By default, inference workloads in NVIDIA Run:ai are assigned a priority of `very-high`, which is non-preemptible. This behavior ensures that inference workloads, which often serve real-time or latency-sensitive traffic, are guaranteed the resources they need and will not be disrupted by other workloads. You can select a different priority when submitting a workload. For more details on the available options, see [Workload priority control](/self-hosted/2.22/platform-management/runai-scheduler/scheduling/workload-priority-control.md).

## Workload Policies

When creating a new workload, fields and assets may have limitations or defaults. These rules and defaults are derived from a policy your administrator set.

Policies allow you to control, standardize, and simplify the workload submission process. For additional information, see [Policies and rules](/self-hosted/2.22/platform-management/policies/policies-and-rules.md).
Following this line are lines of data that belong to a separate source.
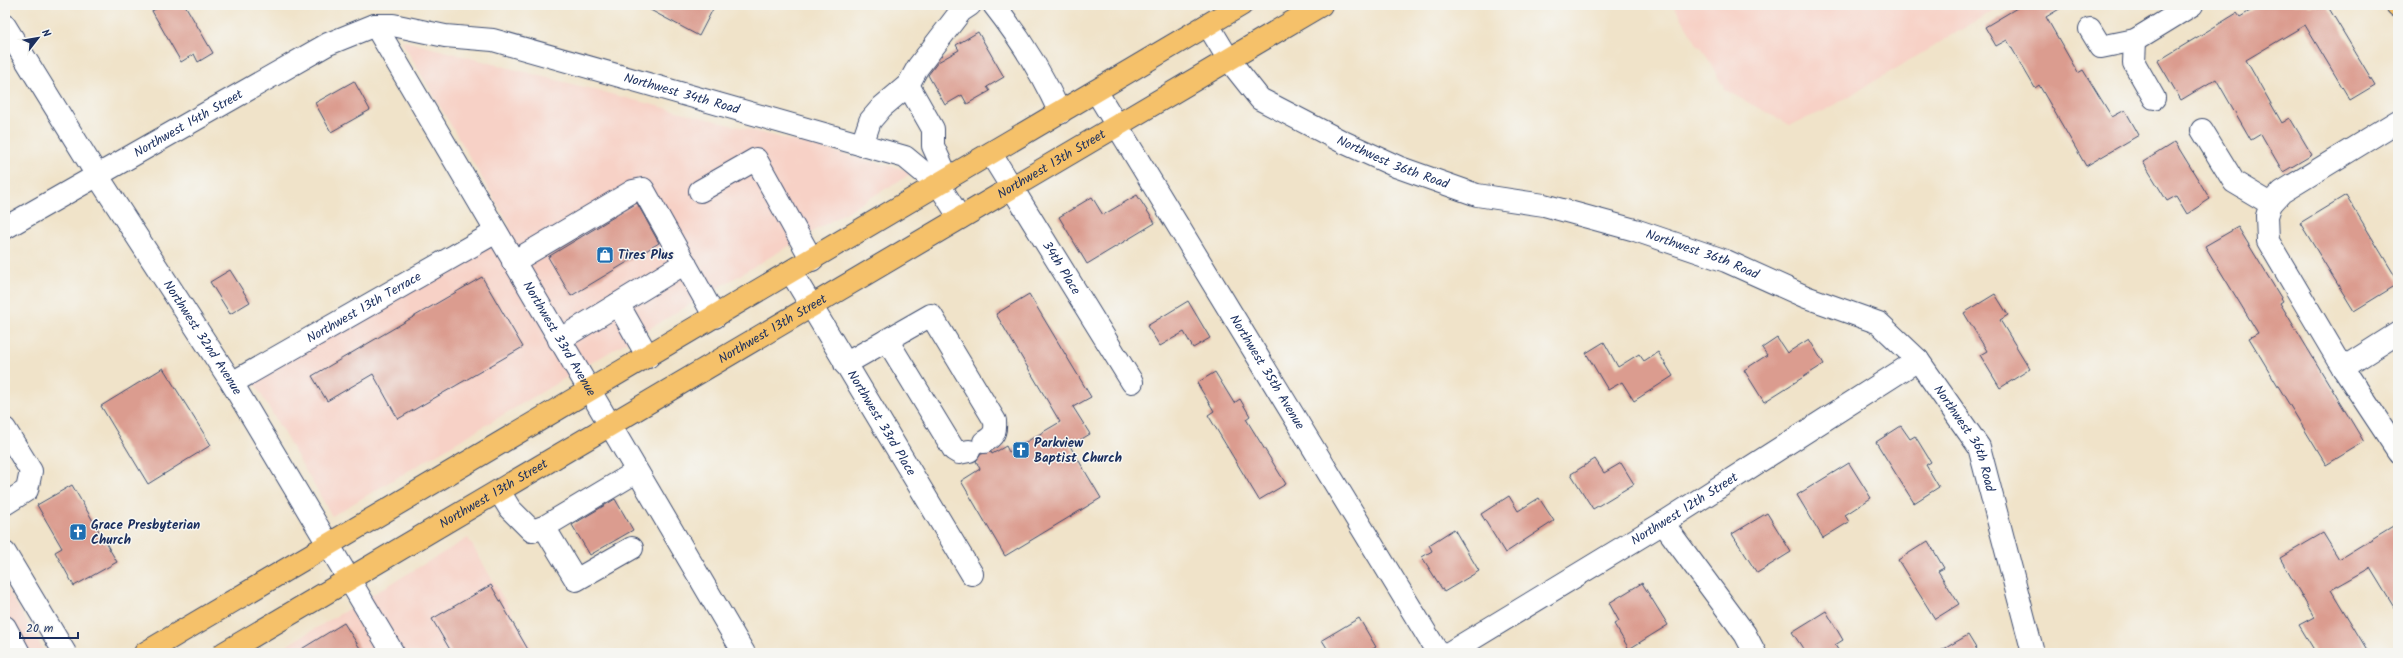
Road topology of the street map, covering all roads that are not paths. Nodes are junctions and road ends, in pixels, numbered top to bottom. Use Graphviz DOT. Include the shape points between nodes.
graph roads {
  1 [pos="994,5"];
  2 [pos="1241,5"];
  3 [pos="1321,5"];
  4 [pos="2192,5"];
  5 [pos="965,8"];
  6 [pos="1208,25"];
  7 [pos="5,26"];
  8 [pos="375,26"];
  9 [pos="2090,29"];
  10 [pos="2135,40"];
  11 [pos="1229,60"];
  12 [pos="908,84"];
  13 [pos="1096,91"];
  14 [pos="2154,98"];
  15 [pos="1060,113"];
  16 [pos="2398,121"];
  17 [pos="1118,126"];
  18 [pos="2202,130"];
  19 [pos="862,145"];
  20 [pos="991,154"];
  21 [pos="97,175"];
  22 [pos="943,182"];
  23 [pos="1011,188"];
  24 [pos="700,191"];
  25 [pos="2271,204"];
  26 [pos="960,218"];
  27 [pos="5,228"];
  28 [pos="496,232"];
  29 [pos="812,260"];
  30 [pos="513,262"];
  31 [pos="685,263"];
  32 [pos="791,272"];
  33 [pos="618,304"];
  34 [pos="811,307"];
  35 [pos="715,317"];
  36 [pos="2398,333"];
  37 [pos="559,340"];
  38 [pos="887,340"];
  39 [pos="648,357"];
  40 [pos="1918,360"];
  41 [pos="845,364"];
  42 [pos="2343,368"];
  43 [pos="1132,382"];
  44 [pos="232,383"];
  45 [pos="589,392"];
  46 [pos="609,426"];
  47 [pos="5,429"];
  48 [pos="2398,452"];
  49 [pos="636,472"];
  50 [pos="499,491"];
  51 [pos="5,504"];
  52 [pos="1663,523"];
  53 [pos="544,527"];
  54 [pos="328,544"];
  55 [pos="632,548"];
  56 [pos="5,553"];
  57 [pos="972,574"];
  58 [pos="349,579"];
  59 [pos="12,580"];
  60 [pos="65,653"];
  61 [pos="145,653"];
  62 [pos="224,653"];
  63 [pos="393,653"];
  64 [pos="744,653"];
  65 [pos="1438,653"];
  66 [pos="1449,653"];
  67 [pos="1755,653"];
  68 [pos="2033,653"];
  1 -- 15 [label="street" via="1011,26"];
  2 -- 6 [label="main road"];
  3 -- 11 [label="main road, Northwest 13th Street"];
  4 -- 10 [label="street"];
  5 -- 12 [label="street" via="918,67"];
  6 -- 11 [label="street, Northwest 36th Road"];
  6 -- 13 [label="main road"];
  7 -- 21 [label="street, Northwest 32nd Avenue"];
  8 -- 19 [label="street, Northwest 34th Road" via="393,25 445,36 493,40"];
  8 -- 21 [label="street, Northwest 14th Street" via="328,44"];
  8 -- 28 [label="street, Northwest 33rd Avenue"];
  9 -- 10 [label="street" via="2101,47"];
  10 -- 14 [label="street" via="2134,63"];
  11 -- 17 [label="main road, Northwest 13th Street"];
  11 -- 40 [label="street, Northwest 36th Road" via="1260,99 1398,167 1477,195 1544,205 1636,230 1726,260 1806,296 1879,323"];
  12 -- 19 [label="street" via="870,121"];
  12 -- 22 [label="street" via="933,129 933,146"];
  13 -- 15 [label="main road"];
  13 -- 17 [label="street, Northwest 35th Avenue"];
  15 -- 20 [label="main road"];
  16 -- 25 [label="street" via="2282,192"];
  17 -- 23 [label="main road, Northwest 13th Street"];
  17 -- 65 [label="street, Northwest 35th Avenue"];
  18 -- 25 [label="street" via="2234,182"];
  19 -- 22 [label="street, Northwest 34th Road" via="905,157"];
  20 -- 22 [label="main road"];
  20 -- 23 [label="street, 34th Place"];
  21 -- 27 [label="street, Northwest 14th Street"];
  21 -- 44 [label="street, Northwest 32nd Avenue"];
  22 -- 26 [label="street, Northwest 34th Road"];
  22 -- 29 [label="main road"];
  23 -- 26 [label="main road, Northwest 13th Street"];
  23 -- 43 [label="street, 34th Place"];
  24 -- 29 [label="street" via="756,159"];
  25 -- 42 [label="street" via="2267,216 2268,241"];
  26 -- 34 [label="main road, Northwest 13th Street"];
  28 -- 30 [label="street, Northwest 33rd Avenue"];
  28 -- 44 [label="street, Northwest 13th Terrace"];
  29 -- 32 [label="main road"];
  30 -- 31 [label="street" via="633,191 643,189"];
  30 -- 37 [label="street, Northwest 33rd Avenue"];
  31 -- 33 [label="street"];
  31 -- 35 [label="street"];
  32 -- 34 [label="street, Northwest 33rd Place"];
  32 -- 35 [label="main road"];
  33 -- 37 [label="street"];
  33 -- 39 [label="street"];
  34 -- 41 [label="street, Northwest 33rd Place"];
  34 -- 46 [label="main road, Northwest 13th Street"];
  35 -- 39 [label="main road"];
  36 -- 42 [label="street"];
  37 -- 45 [label="street, Northwest 33rd Avenue"];
  38 -- 38 [label="street" via="931,315 995,421 996,430 993,437 959,453 954,450"];
  38 -- 41 [label="street"];
  39 -- 45 [label="main road"];
  40 -- 52 [label="street, Northwest 12th Street"];
  40 -- 68 [label="street, Northwest 36th Road" via="1979,447"];
  41 -- 57 [label="street, Northwest 33rd Place"];
  42 -- 48 [label="street"];
  44 -- 54 [label="street, Northwest 32nd Avenue"];
  45 -- 46 [label="street, Northwest 33rd Avenue"];
  45 -- 54 [label="main road"];
  46 -- 49 [label="street, Northwest 33rd Avenue"];
  46 -- 50 [label="main road, Northwest 13th Street"];
  47 -- 51 [label="street" via="31,471 27,490"];
  49 -- 53 [label="street"];
  49 -- 64 [label="street, Northwest 33rd Avenue"];
  50 -- 53 [label="street" via="523,524 532,531"];
  50 -- 58 [label="main road, Northwest 13th Street"];
  52 -- 66 [label="street, Northwest 12th Street"];
  52 -- 67 [label="street" via="1746,634"];
  53 -- 55 [label="street" via="576,580"];
  54 -- 58 [label="street, Northwest 32nd Avenue"];
  54 -- 61 [label="main road"];
  56 -- 59 [label="street"];
  58 -- 62 [label="main road, Northwest 13th Street"];
  58 -- 63 [label="street, Northwest 32nd Avenue"];
  59 -- 60 [label="street"];
}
The effects of the policy are reflected in the workspace creation form:

* Defaults derived from the policy will be displayed automatically for specific fields.
* Disabled actions and permitted value ranges for values will be visibly explained per field.
* Rules and defaults for entire sections (such as environments, compute resources, or data sources) may prevent selection and will appear on the entire library card with an option for additional information via an external modal.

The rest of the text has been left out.